=== EXTRACTED INFORMATION ===

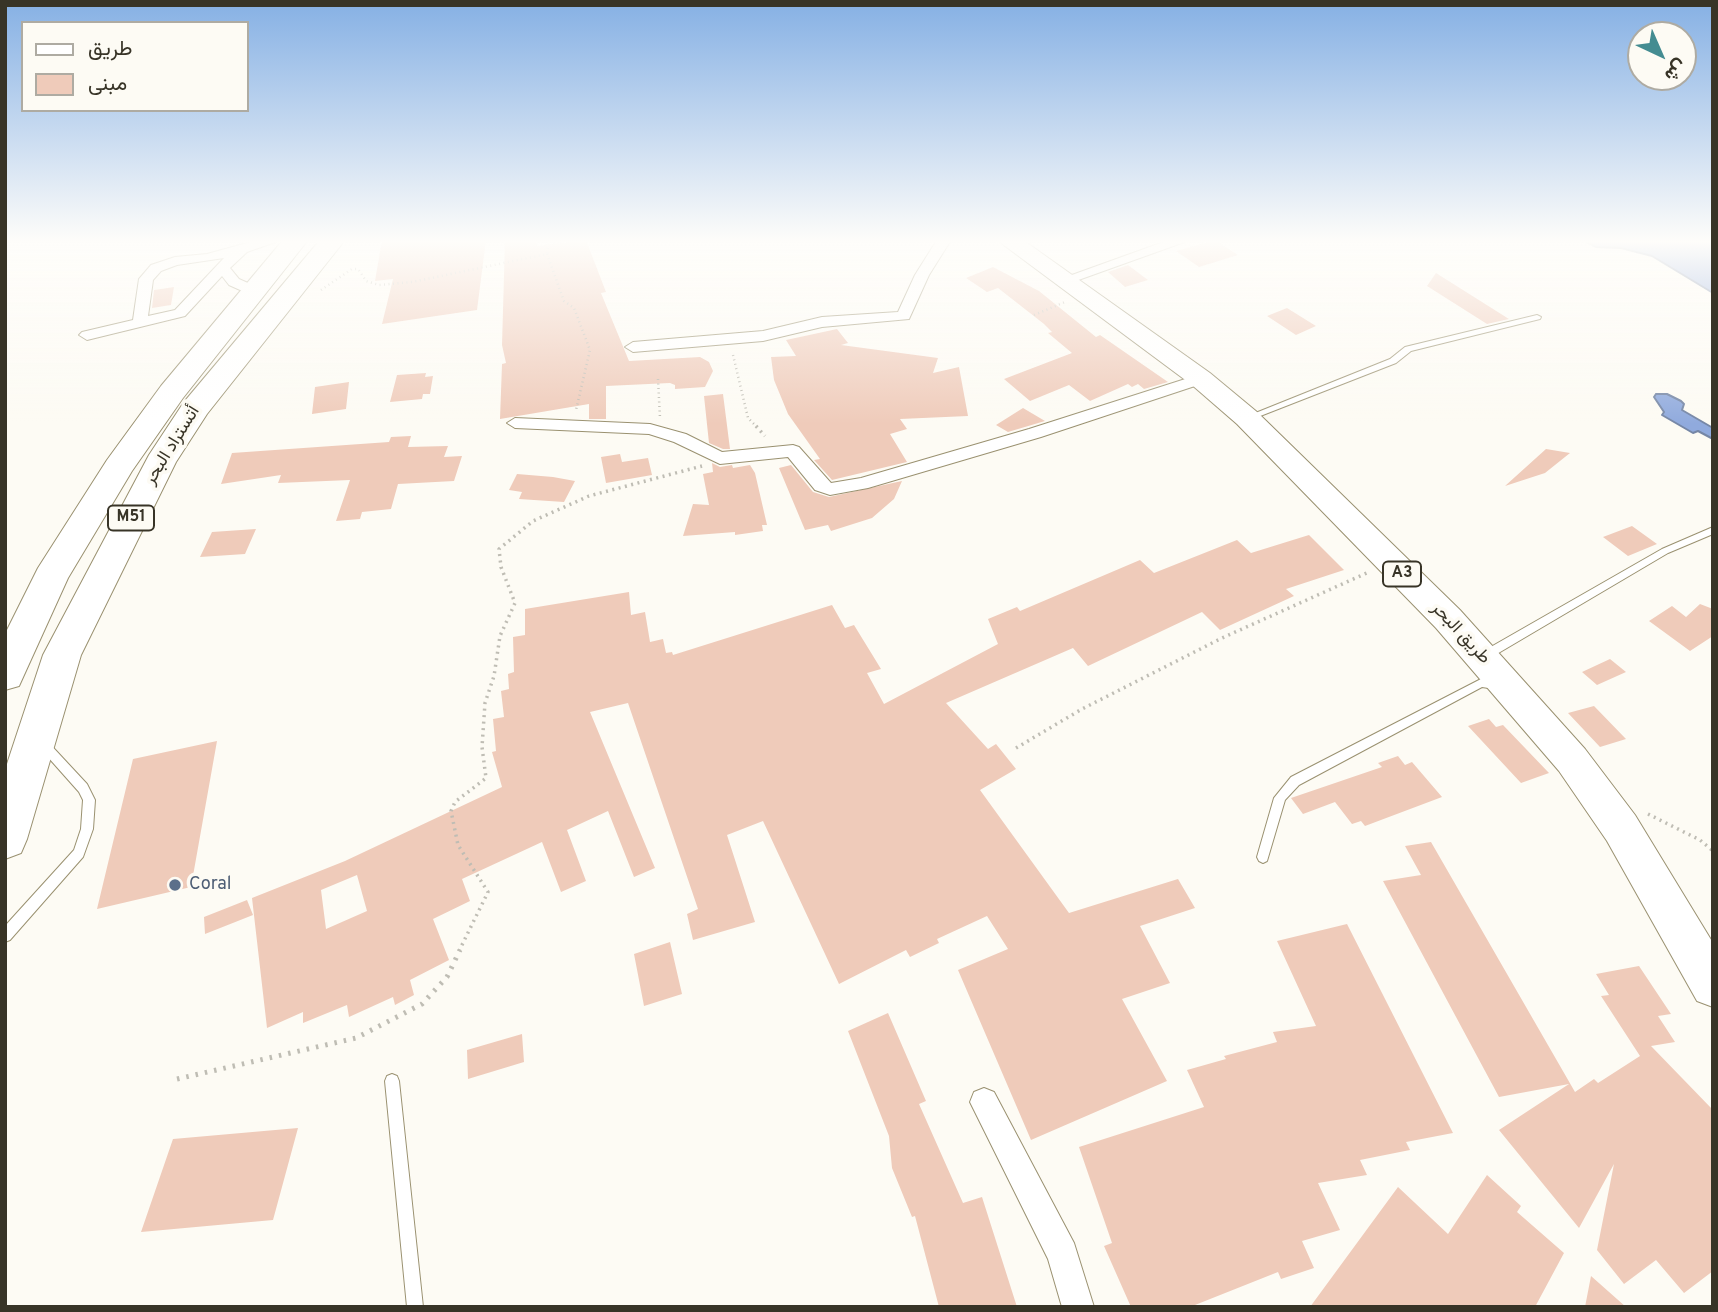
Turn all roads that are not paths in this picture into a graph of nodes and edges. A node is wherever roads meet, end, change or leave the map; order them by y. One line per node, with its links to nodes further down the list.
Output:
1 (143, 301): 8 (street)
2 (191, 301): 8 (street)
3 (246, 301): 16 (highway, أتستراد البحر / M51)
4 (283, 301): 18 (highway, أتستراد البحر / M51)
5 (910, 301): 10 (street)
6 (1095, 301): 11 (highway, طريق البحر / A3)
7 (1537, 317): 12 (lane)
8 (140, 323): 9 (street)
9 (87, 335)
10 (633, 347)
11 (1201, 379): 12 (highway, طريق البحر / A3); 13 (street)
12 (1247, 418): 15 (highway, طريق البحر / A3)
13 (515, 423)
14 (1713, 530): 15 (lane)
15 (1483, 657): 17 (highway, طريق البحر / A3)
16 (5, 675)
17 (1508, 687): 20 (lane); 22 (highway, طريق البحر / A3)
18 (36, 737): 19 (highway, أتستراد البحر / M51); 21 (lane)
19 (5, 839)
20 (1263, 857)
21 (5, 936)
22 (1713, 985)
23 (392, 1081): 25 (lane)
24 (984, 1102): 26 (street)
25 (415, 1307)
26 (1078, 1307)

===

> _EXERCISE INSTRUCTIONS_:
Word for word, copy out each record; do not include pictures.

> _ANSWER TO THIS TASK_:
Turn all roads that are not paths in this picture into a graph of nodes and edges. A node is wherever roads meet, end, change or leave the map; order them by y. One line per node, with its links to nodes further down the list.
Output:
1 (143, 301): 8 (street)
2 (191, 301): 8 (street)
3 (246, 301): 16 (highway, أتستراد البحر / M51)
4 (283, 301): 18 (highway, أتستراد البحر / M51)
5 (910, 301): 10 (street)
6 (1095, 301): 11 (highway, طريق البحر / A3)
7 (1537, 317): 12 (lane)
8 (140, 323): 9 (street)
9 (87, 335)
10 (633, 347)
11 (1201, 379): 12 (highway, طريق البحر / A3); 13 (street)
12 (1247, 418): 15 (highway, طريق البحر / A3)
13 (515, 423)
14 (1713, 530): 15 (lane)
15 (1483, 657): 17 (highway, طريق البحر / A3)
16 (5, 675)
17 (1508, 687): 20 (lane); 22 (highway, طريق البحر / A3)
18 (36, 737): 19 (highway, أتستراد البحر / M51); 21 (lane)
19 (5, 839)
20 (1263, 857)
21 (5, 936)
22 (1713, 985)
23 (392, 1081): 25 (lane)
24 (984, 1102): 26 (street)
25 (415, 1307)
26 (1078, 1307)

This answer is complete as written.